▶ _TASK STATEMENT_:
Go through the listing and retype each line exactly.

+++

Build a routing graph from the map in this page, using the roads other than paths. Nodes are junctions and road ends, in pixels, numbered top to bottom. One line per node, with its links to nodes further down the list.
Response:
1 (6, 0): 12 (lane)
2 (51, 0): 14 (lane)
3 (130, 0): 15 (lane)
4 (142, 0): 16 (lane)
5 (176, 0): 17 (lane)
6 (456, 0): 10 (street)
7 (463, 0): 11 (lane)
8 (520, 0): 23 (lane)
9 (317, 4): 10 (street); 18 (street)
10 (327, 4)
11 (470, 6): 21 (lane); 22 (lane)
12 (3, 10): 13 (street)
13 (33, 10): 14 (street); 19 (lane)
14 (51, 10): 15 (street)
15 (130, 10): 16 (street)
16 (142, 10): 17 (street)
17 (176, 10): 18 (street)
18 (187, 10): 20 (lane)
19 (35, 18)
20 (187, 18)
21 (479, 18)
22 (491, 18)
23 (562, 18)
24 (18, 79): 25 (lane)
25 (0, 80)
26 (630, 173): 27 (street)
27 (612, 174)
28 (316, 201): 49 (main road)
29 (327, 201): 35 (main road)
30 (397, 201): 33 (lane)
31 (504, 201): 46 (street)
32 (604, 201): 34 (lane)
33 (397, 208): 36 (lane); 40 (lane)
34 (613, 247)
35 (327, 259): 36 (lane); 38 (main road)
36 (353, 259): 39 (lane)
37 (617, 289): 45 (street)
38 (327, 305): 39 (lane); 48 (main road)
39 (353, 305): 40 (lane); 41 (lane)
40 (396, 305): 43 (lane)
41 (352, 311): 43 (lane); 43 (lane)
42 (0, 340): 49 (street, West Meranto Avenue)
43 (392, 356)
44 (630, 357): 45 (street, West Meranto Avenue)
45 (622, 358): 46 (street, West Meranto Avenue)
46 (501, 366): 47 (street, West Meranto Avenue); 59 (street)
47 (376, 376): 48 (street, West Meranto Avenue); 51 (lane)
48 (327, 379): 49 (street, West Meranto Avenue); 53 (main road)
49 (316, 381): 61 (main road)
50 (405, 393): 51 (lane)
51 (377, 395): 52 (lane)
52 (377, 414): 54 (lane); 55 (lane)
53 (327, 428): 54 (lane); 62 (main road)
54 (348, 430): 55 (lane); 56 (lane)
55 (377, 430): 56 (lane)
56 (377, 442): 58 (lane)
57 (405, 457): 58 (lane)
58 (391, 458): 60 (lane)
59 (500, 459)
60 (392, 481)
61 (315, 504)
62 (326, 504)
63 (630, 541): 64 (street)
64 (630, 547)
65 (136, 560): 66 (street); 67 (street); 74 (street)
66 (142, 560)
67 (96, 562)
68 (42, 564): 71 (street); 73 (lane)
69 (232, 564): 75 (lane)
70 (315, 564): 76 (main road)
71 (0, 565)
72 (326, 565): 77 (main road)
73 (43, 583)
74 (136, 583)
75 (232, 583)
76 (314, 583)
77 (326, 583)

+++

▶ _SOLUTION FOR THIS EXERCISE_:
Build a routing graph from the map in this page, using the roads other than paths. Nodes are junctions and road ends, in pixels, numbered top to bottom. One line per node, with its links to nodes further down the list.
Response:
1 (6, 0): 12 (lane)
2 (51, 0): 14 (lane)
3 (130, 0): 15 (lane)
4 (142, 0): 16 (lane)
5 (176, 0): 17 (lane)
6 (456, 0): 10 (street)
7 (463, 0): 11 (lane)
8 (520, 0): 23 (lane)
9 (317, 4): 10 (street); 18 (street)
10 (327, 4)
11 (470, 6): 21 (lane); 22 (lane)
12 (3, 10): 13 (street)
13 (33, 10): 14 (street); 19 (lane)
14 (51, 10): 15 (street)
15 (130, 10): 16 (street)
16 (142, 10): 17 (street)
17 (176, 10): 18 (street)
18 (187, 10): 20 (lane)
19 (35, 18)
20 (187, 18)
21 (479, 18)
22 (491, 18)
23 (562, 18)
24 (18, 79): 25 (lane)
25 (0, 80)
26 (630, 173): 27 (street)
27 (612, 174)
28 (316, 201): 49 (main road)
29 (327, 201): 35 (main road)
30 (397, 201): 33 (lane)
31 (504, 201): 46 (street)
32 (604, 201): 34 (lane)
33 (397, 208): 36 (lane); 40 (lane)
34 (613, 247)
35 (327, 259): 36 (lane); 38 (main road)
36 (353, 259): 39 (lane)
37 (617, 289): 45 (street)
38 (327, 305): 39 (lane); 48 (main road)
39 (353, 305): 40 (lane); 41 (lane)
40 (396, 305): 43 (lane)
41 (352, 311): 43 (lane); 43 (lane)
42 (0, 340): 49 (street, West Meranto Avenue)
43 (392, 356)
44 (630, 357): 45 (street, West Meranto Avenue)
45 (622, 358): 46 (street, West Meranto Avenue)
46 (501, 366): 47 (street, West Meranto Avenue); 59 (street)
47 (376, 376): 48 (street, West Meranto Avenue); 51 (lane)
48 (327, 379): 49 (street, West Meranto Avenue); 53 (main road)
49 (316, 381): 61 (main road)
50 (405, 393): 51 (lane)
51 (377, 395): 52 (lane)
52 (377, 414): 54 (lane); 55 (lane)
53 (327, 428): 54 (lane); 62 (main road)
54 (348, 430): 55 (lane); 56 (lane)
55 (377, 430): 56 (lane)
56 (377, 442): 58 (lane)
57 (405, 457): 58 (lane)
58 (391, 458): 60 (lane)
59 (500, 459)
60 (392, 481)
61 (315, 504)
62 (326, 504)
63 (630, 541): 64 (street)
64 (630, 547)
65 (136, 560): 66 (street); 67 (street); 74 (street)
66 (142, 560)
67 (96, 562)
68 (42, 564): 71 (street); 73 (lane)
69 (232, 564): 75 (lane)
70 (315, 564): 76 (main road)
71 (0, 565)
72 (326, 565): 77 (main road)
73 (43, 583)
74 (136, 583)
75 (232, 583)
76 (314, 583)
77 (326, 583)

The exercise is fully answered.